In 100 patients, MCA-PI was significantly greater in patients with leukoaraiosis (0.91 versus 0.73, P<0.0001). Severity of leukoaraiosis was associated with MCA-PI and aortic pulse wave velocity (Fazekas: χ(2)=0.39, MCA-PI P=0.01, aortic pulse wave velocity P=0.06; age-related white matter change: χ(2)=0.38, MCA-PI P=0.015; aortic pulse wave velocity P=0.026) for periventricular and deep white matter lesions independent of aortic systolic blood pressure, diastolic blood pressure, and pulse pressure and MCA transit time with MCA-PI independent of age. In a multivariate model (r(2)=0.68, P<0.0001), MCA-PI was independently associated with aortic pulse wave velocity (P=0.016) and aortic pulse pressure (P<0.0001) and inversely associated with aortic diastolic blood pressure (P<0.0001) and MCA transit time (P=0.001).
MCA pulsatility was the strongest physiological correlate of leukoaraiosis, independent of age, and was dependent on aortic diastolic blood pressure and pulse pressure and aortic and MCA stiffness, supporting the hypothesis that large artery stiffening results in increased arterial pulsatility with transmission to the cerebral small vessels resulting in leukoaraiosis.

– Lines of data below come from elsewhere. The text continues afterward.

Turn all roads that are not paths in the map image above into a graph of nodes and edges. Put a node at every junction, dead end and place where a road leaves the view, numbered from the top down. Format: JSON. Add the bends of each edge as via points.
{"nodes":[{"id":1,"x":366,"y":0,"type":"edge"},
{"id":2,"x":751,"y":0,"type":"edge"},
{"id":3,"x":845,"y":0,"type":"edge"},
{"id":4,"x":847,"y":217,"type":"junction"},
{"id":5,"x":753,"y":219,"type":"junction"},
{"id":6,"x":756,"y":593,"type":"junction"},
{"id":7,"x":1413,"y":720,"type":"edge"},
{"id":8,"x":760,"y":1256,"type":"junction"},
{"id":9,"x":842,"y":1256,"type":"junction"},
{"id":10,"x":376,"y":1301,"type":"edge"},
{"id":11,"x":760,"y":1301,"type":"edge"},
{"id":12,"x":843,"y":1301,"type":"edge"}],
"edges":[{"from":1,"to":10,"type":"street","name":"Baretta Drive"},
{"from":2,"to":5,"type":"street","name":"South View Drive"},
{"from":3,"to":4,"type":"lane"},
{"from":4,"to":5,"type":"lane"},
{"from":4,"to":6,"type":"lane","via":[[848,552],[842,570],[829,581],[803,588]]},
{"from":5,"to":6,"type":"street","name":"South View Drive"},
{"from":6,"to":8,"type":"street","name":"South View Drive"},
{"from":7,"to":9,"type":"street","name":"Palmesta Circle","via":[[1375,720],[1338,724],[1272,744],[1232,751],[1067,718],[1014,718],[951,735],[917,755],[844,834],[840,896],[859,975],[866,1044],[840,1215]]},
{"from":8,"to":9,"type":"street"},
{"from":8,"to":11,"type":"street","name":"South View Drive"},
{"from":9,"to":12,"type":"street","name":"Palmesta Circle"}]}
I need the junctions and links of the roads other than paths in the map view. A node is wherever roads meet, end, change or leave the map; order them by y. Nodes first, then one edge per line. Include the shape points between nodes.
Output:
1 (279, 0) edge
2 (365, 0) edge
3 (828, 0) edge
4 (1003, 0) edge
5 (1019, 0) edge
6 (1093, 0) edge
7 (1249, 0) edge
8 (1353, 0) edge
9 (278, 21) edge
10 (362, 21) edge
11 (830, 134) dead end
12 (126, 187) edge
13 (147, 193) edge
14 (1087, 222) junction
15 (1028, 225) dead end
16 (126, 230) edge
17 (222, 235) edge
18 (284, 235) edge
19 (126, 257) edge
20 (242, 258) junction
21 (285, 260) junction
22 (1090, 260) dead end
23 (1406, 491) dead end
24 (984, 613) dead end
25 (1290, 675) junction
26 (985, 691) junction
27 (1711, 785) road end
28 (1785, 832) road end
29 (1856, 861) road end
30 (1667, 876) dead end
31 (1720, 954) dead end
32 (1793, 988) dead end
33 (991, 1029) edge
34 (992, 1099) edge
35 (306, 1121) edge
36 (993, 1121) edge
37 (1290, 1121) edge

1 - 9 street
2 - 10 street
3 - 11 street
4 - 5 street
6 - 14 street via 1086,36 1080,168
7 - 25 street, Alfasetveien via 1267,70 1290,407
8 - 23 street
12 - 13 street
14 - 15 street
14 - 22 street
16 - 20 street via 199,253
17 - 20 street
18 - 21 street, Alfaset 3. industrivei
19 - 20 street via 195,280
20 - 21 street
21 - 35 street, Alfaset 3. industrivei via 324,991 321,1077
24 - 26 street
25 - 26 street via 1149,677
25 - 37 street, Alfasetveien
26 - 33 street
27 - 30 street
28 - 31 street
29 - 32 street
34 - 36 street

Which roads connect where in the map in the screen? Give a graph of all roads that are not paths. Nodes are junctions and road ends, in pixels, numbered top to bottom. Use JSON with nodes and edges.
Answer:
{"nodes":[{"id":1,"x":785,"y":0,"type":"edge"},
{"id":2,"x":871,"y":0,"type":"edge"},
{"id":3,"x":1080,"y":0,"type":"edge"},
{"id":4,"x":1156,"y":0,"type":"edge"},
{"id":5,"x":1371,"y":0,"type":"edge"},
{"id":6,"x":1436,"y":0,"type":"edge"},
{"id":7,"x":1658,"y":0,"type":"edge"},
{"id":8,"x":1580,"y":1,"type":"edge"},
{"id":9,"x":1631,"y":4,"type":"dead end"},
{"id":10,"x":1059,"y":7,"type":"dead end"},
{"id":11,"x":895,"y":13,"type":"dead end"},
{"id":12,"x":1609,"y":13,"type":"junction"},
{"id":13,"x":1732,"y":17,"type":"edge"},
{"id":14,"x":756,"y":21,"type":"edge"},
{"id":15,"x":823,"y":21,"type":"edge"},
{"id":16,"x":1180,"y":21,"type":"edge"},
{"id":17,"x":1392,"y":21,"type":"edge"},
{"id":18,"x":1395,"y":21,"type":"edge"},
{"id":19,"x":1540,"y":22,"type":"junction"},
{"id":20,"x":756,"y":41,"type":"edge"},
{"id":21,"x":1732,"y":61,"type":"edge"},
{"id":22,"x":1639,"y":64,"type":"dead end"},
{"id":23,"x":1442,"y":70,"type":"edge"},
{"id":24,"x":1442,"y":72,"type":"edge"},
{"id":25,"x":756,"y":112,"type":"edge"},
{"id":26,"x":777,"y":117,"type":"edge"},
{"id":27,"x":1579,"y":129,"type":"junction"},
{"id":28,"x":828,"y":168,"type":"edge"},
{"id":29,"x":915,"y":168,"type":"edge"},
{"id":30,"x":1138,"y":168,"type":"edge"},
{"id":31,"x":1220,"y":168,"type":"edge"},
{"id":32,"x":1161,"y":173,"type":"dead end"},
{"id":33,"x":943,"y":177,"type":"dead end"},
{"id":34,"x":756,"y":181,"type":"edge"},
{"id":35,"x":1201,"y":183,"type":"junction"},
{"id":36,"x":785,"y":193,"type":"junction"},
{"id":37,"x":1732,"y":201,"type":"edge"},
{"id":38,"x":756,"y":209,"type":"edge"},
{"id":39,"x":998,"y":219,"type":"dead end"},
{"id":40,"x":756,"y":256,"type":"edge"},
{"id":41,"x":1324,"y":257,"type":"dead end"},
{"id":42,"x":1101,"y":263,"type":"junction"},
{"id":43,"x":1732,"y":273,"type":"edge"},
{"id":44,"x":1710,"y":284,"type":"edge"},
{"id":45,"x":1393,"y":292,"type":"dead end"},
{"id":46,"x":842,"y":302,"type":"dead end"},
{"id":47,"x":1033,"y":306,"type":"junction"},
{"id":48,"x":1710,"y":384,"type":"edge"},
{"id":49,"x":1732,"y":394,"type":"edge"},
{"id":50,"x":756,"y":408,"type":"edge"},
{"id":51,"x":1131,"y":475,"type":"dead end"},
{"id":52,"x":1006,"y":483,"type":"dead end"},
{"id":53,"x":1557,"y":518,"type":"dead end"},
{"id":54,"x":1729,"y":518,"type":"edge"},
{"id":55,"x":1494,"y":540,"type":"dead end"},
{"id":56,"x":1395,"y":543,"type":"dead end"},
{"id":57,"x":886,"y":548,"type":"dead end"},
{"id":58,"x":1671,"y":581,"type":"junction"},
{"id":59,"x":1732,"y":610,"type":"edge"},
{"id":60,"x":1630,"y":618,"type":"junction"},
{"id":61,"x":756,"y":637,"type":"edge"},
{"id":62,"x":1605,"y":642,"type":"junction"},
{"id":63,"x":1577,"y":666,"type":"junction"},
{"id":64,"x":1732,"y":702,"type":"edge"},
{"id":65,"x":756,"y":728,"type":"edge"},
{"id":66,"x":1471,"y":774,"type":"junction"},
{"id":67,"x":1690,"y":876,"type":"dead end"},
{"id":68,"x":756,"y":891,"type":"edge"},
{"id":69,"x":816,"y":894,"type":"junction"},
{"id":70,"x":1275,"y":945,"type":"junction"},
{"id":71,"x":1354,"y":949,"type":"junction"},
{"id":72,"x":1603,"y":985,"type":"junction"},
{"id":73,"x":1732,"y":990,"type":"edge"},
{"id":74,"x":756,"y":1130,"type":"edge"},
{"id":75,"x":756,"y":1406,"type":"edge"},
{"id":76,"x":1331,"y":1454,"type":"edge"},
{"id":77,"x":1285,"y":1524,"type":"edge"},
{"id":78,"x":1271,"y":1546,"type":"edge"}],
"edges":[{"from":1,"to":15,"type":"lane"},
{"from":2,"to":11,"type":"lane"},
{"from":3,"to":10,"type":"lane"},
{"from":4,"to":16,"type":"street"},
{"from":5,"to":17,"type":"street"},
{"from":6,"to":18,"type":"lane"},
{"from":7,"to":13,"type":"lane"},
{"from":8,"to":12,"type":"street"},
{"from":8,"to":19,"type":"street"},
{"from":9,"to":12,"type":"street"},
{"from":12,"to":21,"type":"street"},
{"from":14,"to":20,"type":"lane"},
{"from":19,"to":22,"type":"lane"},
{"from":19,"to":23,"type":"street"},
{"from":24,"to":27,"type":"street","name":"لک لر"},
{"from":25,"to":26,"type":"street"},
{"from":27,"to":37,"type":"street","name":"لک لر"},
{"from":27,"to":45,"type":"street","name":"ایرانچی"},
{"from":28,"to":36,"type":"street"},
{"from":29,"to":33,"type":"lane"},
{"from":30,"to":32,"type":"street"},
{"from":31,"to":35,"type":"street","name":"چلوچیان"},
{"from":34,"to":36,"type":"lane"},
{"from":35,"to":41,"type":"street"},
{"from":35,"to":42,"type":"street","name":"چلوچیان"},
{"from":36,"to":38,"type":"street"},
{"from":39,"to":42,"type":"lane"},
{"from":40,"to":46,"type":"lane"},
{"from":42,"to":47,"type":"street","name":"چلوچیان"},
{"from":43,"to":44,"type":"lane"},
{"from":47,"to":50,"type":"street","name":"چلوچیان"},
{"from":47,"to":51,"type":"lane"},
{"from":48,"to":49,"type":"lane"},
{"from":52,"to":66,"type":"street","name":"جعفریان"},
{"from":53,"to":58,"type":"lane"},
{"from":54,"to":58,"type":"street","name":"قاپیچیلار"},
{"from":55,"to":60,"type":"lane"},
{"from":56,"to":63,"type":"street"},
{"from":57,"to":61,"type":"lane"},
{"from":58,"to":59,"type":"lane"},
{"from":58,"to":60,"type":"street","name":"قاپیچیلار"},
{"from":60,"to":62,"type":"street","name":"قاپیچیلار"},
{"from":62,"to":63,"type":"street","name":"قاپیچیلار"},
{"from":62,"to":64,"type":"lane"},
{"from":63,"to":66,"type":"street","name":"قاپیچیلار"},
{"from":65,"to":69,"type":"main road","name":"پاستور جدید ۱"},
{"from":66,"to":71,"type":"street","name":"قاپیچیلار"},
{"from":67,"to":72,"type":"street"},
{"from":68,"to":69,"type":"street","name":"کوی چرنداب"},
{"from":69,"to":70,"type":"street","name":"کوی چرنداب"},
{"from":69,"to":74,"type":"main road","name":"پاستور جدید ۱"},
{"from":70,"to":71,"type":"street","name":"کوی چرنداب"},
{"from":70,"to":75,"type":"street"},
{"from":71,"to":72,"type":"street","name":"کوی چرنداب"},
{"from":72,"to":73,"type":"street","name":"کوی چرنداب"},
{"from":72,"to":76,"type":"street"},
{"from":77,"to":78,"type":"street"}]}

动脉僵硬度降低了动脉波形的阻尼,从而增加了脑血流的搏动性,可能会损害小血管。由于之前没有研究过近期短暂性脑缺血发作或中风患者,我们确定了脑白质疏松症与主动脉和大脑中动脉僵硬度和搏动性之间的关联。
患者在短暂性脑缺血发作或小中风后 6 周内从牛津血管研究中招募。通过 2 位独立观察者使用 Fazekas 和年龄相关性白质改变量表对 MRI 上的脑白质疏松症进行分类。使用经颅超声测量大脑中动脉(MCA)僵硬度(通过时间)和搏动性(Gosling 指数:MCA-PI),使用平板血压计测量主动脉脉搏波速度和主动脉收缩压、舒张压和脉搏压。
在 100 名患者中,脑白质疏松症患者的 MCA-PI 显著更高(0.91 比 0.73,P<0.0001)。脑白质疏松症的严重程度与 MCA-PI 和主动脉脉搏波速度相关(Fazekas:χ(2)=0.39,MCA-PI P=0.01,主动脉脉搏波速度 P=0.06;年龄相关性白质改变:χ(2)=0.38,MCA-PI P=0.015;主动脉脉搏波速度 P=0.026),与主动脉收缩压、舒张压和脉搏压独立相关,MCA 僵硬度与 MCA-PI 独立相关,与年龄无关。在多元模型中(r(2)=0.68,P<0.0001),MCA-PI 与主动脉脉搏波速度独立相关(P=0.016)和主动脉脉搏压(P<0.0001)负相关,与主动脉舒张压(P<0.0001)和 MCA 通过时间(P=0.001)相关。
MCA 搏动性是脑白质疏松症最强的生理相关性,独立于年龄,并取决于主动脉舒张压和脉搏压以及主动脉和 MCA 僵硬度,支持大动脉僵硬度导致动脉搏动性增加,从而导致脑小血管发生脑白质疏松症的假说。